Wise to Art

Sizing up the On-line Art Market

Get the Flash Player to see the slideshow.

What appeals to us in a particular painting?

November 30th, 2008 · No Comments

Between the work of art and the onlooker there isn’t so much communication as there is communion. For art to be Art, merger is essential. Art is a medium and not an end, art reveals shared or kindred emotions. When a work of art not only solicits but maintains your attention, you are in fact already in communion with its author. You’re in a difficult to determine emotive discourse with a maker who, if asked, probably wouldn’t be able to articulate what he actually painted or why. The funny thing is that for your intuitive self precise meaning and appeal will be equally elusive.

Art grows on us. A painting might well be an instantaneous love affair; still it’s with time that you’ll know if the communion is worthwhile. I sometimes buy paintings impulsively, just to discover after a couple of weeks that there are false vibrations, no shared wavelength and that first impressions were false. Some pieces in my collection still stir me as they did 20 years ago. These works are as close as kins and unsupportable is the thought of separation. The paintings that become dumb I sell as quickly as I can; there is perhaps another more fit to take up the broken intercourse.

The pieces that remain, those that stay with me and settle with me, are my daily joy. They come ever closer, their meaning elucidates and their power grows. Art is life, a roaring thunder in the lame duck’s pool of actual life.

Octopus, British modern

→ No CommentsTags: Ideas on Art

The sweet times of recession

November 29th, 2008 · No Comments

Becoming overwhelmed, aren’t we? Internet has brought us ease of access, tremendous interaction and instantaneous updating with the art world. Discovery and study are facilitated by impressive online facilities; thanks to efficient commercial services all necessary market references are immediately at hand and, finally, the overall offer has become outright staggering.

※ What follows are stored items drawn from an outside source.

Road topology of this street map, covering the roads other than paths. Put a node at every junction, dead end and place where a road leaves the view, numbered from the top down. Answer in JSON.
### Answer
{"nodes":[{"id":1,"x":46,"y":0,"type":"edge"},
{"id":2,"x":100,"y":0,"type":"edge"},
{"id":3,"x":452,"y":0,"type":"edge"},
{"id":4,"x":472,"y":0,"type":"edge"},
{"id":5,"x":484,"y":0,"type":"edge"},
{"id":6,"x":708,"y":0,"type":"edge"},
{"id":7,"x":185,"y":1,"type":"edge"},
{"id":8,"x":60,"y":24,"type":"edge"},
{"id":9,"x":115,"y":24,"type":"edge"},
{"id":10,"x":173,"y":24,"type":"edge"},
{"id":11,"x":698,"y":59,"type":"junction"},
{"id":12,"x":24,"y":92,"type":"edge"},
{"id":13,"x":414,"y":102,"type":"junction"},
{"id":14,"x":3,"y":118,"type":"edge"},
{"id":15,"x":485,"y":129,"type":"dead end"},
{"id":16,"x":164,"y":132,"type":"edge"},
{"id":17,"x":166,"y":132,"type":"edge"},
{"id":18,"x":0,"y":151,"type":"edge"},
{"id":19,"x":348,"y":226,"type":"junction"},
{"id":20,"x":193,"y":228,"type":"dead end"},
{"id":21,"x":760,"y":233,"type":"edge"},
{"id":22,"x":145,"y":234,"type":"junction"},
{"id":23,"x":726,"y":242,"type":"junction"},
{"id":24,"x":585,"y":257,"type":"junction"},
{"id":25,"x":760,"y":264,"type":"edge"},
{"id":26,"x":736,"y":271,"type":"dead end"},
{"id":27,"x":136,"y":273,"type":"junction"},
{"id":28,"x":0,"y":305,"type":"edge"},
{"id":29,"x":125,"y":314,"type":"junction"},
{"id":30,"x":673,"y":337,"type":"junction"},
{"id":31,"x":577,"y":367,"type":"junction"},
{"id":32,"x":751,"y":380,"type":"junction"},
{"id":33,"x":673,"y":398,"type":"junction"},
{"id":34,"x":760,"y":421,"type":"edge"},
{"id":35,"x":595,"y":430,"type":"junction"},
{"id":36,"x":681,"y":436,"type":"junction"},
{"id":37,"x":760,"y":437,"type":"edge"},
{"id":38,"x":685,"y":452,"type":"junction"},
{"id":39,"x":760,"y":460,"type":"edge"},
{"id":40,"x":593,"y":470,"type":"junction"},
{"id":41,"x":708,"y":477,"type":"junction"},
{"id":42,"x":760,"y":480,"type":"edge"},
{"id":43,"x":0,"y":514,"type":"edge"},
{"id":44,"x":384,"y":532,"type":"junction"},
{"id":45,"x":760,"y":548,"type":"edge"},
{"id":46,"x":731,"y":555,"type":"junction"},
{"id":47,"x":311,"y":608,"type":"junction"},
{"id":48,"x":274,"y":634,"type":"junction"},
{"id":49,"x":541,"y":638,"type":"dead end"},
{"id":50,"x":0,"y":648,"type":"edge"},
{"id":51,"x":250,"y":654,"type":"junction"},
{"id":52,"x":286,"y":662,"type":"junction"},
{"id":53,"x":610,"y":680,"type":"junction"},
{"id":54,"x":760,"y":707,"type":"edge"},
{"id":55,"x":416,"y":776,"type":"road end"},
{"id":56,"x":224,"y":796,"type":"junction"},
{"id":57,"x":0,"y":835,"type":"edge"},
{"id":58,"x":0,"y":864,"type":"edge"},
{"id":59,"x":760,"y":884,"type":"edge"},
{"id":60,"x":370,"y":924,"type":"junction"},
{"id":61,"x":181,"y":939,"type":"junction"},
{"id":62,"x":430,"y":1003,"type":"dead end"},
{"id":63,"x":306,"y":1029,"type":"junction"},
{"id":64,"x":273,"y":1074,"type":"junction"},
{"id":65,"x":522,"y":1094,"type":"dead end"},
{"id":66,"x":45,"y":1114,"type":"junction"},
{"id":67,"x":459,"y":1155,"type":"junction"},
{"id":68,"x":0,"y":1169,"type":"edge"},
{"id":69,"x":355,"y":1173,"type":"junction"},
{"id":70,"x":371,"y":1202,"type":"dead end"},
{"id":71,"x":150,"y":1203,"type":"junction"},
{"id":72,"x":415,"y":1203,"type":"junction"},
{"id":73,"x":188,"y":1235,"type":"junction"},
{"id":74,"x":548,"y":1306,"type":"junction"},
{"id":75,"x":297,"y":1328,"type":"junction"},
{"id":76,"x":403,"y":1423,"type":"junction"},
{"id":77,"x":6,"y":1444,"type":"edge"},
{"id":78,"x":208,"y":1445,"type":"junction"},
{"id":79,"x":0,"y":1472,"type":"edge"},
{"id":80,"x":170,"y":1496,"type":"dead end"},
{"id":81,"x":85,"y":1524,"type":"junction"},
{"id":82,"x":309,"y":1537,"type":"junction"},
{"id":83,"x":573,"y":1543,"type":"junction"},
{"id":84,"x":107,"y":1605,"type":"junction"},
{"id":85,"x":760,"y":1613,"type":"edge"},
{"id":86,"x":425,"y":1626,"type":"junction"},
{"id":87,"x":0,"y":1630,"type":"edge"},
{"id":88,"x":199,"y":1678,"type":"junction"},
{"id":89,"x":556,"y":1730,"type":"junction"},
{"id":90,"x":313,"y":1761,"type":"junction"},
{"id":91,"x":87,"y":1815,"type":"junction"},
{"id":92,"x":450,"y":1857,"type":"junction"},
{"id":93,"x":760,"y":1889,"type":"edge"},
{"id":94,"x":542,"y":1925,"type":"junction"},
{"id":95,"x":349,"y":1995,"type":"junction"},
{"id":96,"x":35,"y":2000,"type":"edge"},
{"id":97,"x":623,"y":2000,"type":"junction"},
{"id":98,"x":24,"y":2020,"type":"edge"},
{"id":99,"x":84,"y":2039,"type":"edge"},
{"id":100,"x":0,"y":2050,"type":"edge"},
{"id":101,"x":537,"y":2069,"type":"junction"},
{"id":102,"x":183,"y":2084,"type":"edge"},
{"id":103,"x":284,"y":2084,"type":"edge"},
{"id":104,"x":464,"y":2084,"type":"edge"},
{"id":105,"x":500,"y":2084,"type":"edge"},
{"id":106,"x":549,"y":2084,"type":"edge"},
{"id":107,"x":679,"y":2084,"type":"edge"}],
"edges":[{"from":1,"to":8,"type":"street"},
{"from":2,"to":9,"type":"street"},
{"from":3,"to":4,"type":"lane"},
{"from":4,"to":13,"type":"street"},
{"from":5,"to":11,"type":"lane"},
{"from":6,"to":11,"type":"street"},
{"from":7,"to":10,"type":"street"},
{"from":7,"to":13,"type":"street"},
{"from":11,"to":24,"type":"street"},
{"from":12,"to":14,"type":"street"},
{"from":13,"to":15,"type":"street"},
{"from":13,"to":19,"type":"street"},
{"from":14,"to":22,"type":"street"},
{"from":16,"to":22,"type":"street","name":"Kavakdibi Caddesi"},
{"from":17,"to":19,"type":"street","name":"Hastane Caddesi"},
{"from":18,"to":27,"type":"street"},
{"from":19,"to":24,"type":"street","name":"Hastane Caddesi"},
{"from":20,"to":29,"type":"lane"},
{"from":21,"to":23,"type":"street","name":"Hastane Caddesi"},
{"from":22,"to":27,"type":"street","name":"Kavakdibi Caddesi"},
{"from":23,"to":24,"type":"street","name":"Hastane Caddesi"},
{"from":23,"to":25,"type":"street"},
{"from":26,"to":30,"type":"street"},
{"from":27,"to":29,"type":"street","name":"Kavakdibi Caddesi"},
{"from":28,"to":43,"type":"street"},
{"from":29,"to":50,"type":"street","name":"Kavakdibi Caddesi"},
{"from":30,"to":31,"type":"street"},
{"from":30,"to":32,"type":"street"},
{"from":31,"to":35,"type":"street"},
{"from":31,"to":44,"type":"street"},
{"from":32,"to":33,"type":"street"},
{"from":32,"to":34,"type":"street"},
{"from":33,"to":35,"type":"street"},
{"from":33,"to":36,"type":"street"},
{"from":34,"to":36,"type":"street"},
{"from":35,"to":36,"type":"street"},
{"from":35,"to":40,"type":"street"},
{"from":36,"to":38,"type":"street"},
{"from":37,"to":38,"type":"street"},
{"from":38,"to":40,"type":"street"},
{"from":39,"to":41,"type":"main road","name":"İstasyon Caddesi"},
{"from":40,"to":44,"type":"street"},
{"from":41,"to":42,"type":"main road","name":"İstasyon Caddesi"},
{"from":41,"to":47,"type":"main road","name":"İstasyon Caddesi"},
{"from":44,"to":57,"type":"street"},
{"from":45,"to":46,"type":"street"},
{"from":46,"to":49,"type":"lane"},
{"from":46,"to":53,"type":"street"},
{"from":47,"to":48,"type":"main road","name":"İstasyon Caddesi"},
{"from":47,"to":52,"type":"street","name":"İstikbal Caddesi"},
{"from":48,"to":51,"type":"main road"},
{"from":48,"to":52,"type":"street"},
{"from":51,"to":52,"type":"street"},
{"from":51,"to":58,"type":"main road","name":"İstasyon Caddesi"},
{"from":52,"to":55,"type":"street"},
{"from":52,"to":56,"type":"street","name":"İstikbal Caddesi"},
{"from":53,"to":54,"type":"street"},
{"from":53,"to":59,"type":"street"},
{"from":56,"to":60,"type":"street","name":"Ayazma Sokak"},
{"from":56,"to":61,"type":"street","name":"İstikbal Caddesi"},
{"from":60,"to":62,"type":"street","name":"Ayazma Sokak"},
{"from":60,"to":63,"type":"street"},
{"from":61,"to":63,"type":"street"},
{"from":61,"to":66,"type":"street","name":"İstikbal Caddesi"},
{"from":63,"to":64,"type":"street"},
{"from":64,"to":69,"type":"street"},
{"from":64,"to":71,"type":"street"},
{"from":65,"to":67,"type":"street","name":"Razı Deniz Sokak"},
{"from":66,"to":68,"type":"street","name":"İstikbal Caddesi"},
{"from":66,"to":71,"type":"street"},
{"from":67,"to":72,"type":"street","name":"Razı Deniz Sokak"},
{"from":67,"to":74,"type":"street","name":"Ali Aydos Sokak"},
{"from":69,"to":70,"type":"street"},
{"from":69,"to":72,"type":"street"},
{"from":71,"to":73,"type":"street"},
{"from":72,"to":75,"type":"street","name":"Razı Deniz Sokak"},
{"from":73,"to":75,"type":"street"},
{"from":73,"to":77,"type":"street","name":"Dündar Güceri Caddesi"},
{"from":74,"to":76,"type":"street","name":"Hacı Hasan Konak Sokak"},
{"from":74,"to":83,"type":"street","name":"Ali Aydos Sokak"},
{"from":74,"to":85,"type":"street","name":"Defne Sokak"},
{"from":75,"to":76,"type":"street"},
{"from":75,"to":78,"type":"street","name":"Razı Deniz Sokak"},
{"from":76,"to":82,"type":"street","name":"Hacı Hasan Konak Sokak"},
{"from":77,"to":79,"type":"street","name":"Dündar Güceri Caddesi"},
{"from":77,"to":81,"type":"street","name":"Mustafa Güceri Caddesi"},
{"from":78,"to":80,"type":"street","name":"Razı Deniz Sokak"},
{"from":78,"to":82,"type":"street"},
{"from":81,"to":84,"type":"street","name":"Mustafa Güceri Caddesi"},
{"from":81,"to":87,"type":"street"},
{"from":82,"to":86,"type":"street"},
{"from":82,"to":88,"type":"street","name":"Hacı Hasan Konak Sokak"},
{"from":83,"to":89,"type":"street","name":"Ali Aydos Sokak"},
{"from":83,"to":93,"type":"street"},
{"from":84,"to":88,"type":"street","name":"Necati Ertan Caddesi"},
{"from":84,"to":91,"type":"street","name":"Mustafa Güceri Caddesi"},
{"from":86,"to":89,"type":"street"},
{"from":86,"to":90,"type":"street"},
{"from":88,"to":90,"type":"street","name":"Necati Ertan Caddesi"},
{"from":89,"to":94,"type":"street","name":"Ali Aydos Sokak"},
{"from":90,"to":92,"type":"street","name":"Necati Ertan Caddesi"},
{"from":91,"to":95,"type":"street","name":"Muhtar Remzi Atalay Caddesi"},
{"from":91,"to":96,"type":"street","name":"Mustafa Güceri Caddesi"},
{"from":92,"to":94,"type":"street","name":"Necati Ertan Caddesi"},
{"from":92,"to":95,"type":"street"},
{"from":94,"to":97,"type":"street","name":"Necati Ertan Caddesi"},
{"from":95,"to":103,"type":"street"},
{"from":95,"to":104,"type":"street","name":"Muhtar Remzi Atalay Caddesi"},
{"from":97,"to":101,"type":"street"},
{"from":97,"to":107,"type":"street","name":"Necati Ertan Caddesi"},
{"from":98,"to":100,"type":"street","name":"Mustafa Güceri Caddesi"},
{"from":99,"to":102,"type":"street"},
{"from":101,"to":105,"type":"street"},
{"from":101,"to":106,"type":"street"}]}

This is no small advance seen that the present financial crisis teaches us that no investment is safe and that investing in art at least benefits from a non-pecuniary gratifying dimension quite absent in stock.

A market is essentially about exchange. This suits the art collector because exchange is essential to his occupation. Work is acquired and work is passed on all along his learning path. The collector’s choice oscillates between affective and financial value and the collector’s character and purse will decide on the itinerary to be followed.

A recession has two mutually annulling effects on the market. 1. The offer becomes abundant because no one wants to buy. 2. The offer becomes scarce because no one wants to sell. Booming economic times have just the opposite effects. The result is, believe it or not, a pretty constant equilibrium in offer and demand, only pricing changes according to conjuncture!

It’s on the brink of recession that money is made. When notwithstanding an abundant offer everyone still wants to buy. Hirst timed it all so well, what can you do except admiring a natural business genius?

A recession is buying-time. And buying is by far the most pleasurable activity!

A Lindström selling at Bukowskis
Lindström 1925-2008, ‘Groteskt ansikte’ Bukowskis, Stockholm 15-16 Dec 2009, starting USD 2,500

→ No CommentsTags: Market insight

Ebay, beware of the big bad wolf

November 22nd, 2008 · No Comments

Unfortunately, the only really successful venue for fixed-time online auctions today is eBay. We say unfortunately because of the indifferent standpoint that eBay management takes to fraud and undisciplined sellers. In spite of announced new measures in favour of buyers, meant to secure transactions, eBay shows no discernment as to listings. Take for example the below rather sinister third rate home-made ‘Monet’ sold with full provenance and guaranteed authenticity by a zero feedback hopeful renegade. This is just one in a serious of astonishingly bad paintings that this totally new seller tries to peddle these days to a public presumed excessively moneyed and naïve to the limit of disbelief. And in spite of individual prices ranging up to 65,000 USD proposed by this newbie, eBay does not seem to raise an eyebrow.

Who cares, you may say, only a complete idiot would try to cash in on this deal. Hmmmm, I would retort, Damien Hirst November sale ‘Beautiful inside my head forever’ still fresh in mind. Bad taste and discernment IS the trademark of upstart well-offs, we may like it or not. But anyway, the market is always correcting itself, look at what’s happening right now. The Hirst and Koons collectors can best start to panic.

So while having no other choice than to bear with hilarious offers such as the one below, eBay still gives us incomparable possibilities to sell art directly and circumvent costly middlemen as galleries and auction houses. The fees are in comparison quite reasonable.

As for the prevalence of fraud and junk art, it suffices for a trained eye to be selective and to accommodate to the flittering if not flattering images of the eBay offering. Ebay offers excellent communication facilities with the seller and a couple of emails will quickly give clear indications.

When talking risk, do know as well that eBay’s obsession with PayPal isn’t altogether negative. The fact that PayPal, in questionable cases, will hold payments until buyer satisfaction is recorded, will no doubt dissuade the smarter crooks from posting their most outrageous incongruities.